(Exercise data Opens)

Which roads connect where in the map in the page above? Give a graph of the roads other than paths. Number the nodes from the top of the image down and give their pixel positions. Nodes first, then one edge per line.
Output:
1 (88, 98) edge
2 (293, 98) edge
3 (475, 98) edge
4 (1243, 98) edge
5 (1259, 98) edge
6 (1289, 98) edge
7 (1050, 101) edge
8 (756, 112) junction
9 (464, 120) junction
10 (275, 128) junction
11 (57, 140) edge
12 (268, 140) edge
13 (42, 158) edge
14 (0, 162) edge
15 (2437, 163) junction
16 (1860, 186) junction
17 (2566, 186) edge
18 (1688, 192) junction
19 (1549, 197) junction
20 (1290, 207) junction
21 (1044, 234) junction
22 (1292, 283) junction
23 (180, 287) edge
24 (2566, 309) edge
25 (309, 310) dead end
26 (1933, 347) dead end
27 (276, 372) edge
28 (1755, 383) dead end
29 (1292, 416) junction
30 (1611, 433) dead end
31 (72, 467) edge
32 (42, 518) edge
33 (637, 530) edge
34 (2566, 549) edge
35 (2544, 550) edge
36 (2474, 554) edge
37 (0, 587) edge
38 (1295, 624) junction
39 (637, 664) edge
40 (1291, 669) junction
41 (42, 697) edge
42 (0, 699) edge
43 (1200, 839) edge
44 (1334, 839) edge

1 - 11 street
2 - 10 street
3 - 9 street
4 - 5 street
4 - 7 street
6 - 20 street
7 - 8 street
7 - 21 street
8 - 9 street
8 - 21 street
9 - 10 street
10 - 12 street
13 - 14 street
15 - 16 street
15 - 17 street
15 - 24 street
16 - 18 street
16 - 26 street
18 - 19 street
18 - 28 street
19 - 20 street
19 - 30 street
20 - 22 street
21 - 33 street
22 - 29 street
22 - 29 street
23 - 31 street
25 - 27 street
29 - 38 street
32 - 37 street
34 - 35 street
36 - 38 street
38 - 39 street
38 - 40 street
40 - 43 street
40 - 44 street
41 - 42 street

(Exercise data Closes)

__What you are asked to do__:
The full set of records should be duplicated exactly.

__Response area__:
Which roads connect where in the map in the page above? Give a graph of the roads other than paths. Number the nodes from the top of the image down and give their pixel positions. Nodes first, then one edge per line.
Output:
1 (88, 98) edge
2 (293, 98) edge
3 (475, 98) edge
4 (1243, 98) edge
5 (1259, 98) edge
6 (1289, 98) edge
7 (1050, 101) edge
8 (756, 112) junction
9 (464, 120) junction
10 (275, 128) junction
11 (57, 140) edge
12 (268, 140) edge
13 (42, 158) edge
14 (0, 162) edge
15 (2437, 163) junction
16 (1860, 186) junction
17 (2566, 186) edge
18 (1688, 192) junction
19 (1549, 197) junction
20 (1290, 207) junction
21 (1044, 234) junction
22 (1292, 283) junction
23 (180, 287) edge
24 (2566, 309) edge
25 (309, 310) dead end
26 (1933, 347) dead end
27 (276, 372) edge
28 (1755, 383) dead end
29 (1292, 416) junction
30 (1611, 433) dead end
31 (72, 467) edge
32 (42, 518) edge
33 (637, 530) edge
34 (2566, 549) edge
35 (2544, 550) edge
36 (2474, 554) edge
37 (0, 587) edge
38 (1295, 624) junction
39 (637, 664) edge
40 (1291, 669) junction
41 (42, 697) edge
42 (0, 699) edge
43 (1200, 839) edge
44 (1334, 839) edge

1 - 11 street
2 - 10 street
3 - 9 street
4 - 5 street
4 - 7 street
6 - 20 street
7 - 8 street
7 - 21 street
8 - 9 street
8 - 21 street
9 - 10 street
10 - 12 street
13 - 14 street
15 - 16 street
15 - 17 street
15 - 24 street
16 - 18 street
16 - 26 street
18 - 19 street
18 - 28 street
19 - 20 street
19 - 30 street
20 - 22 street
21 - 33 street
22 - 29 street
22 - 29 street
23 - 31 street
25 - 27 street
29 - 38 street
32 - 37 street
34 - 35 street
36 - 38 street
38 - 39 street
38 - 40 street
40 - 43 street
40 - 44 street
41 - 42 street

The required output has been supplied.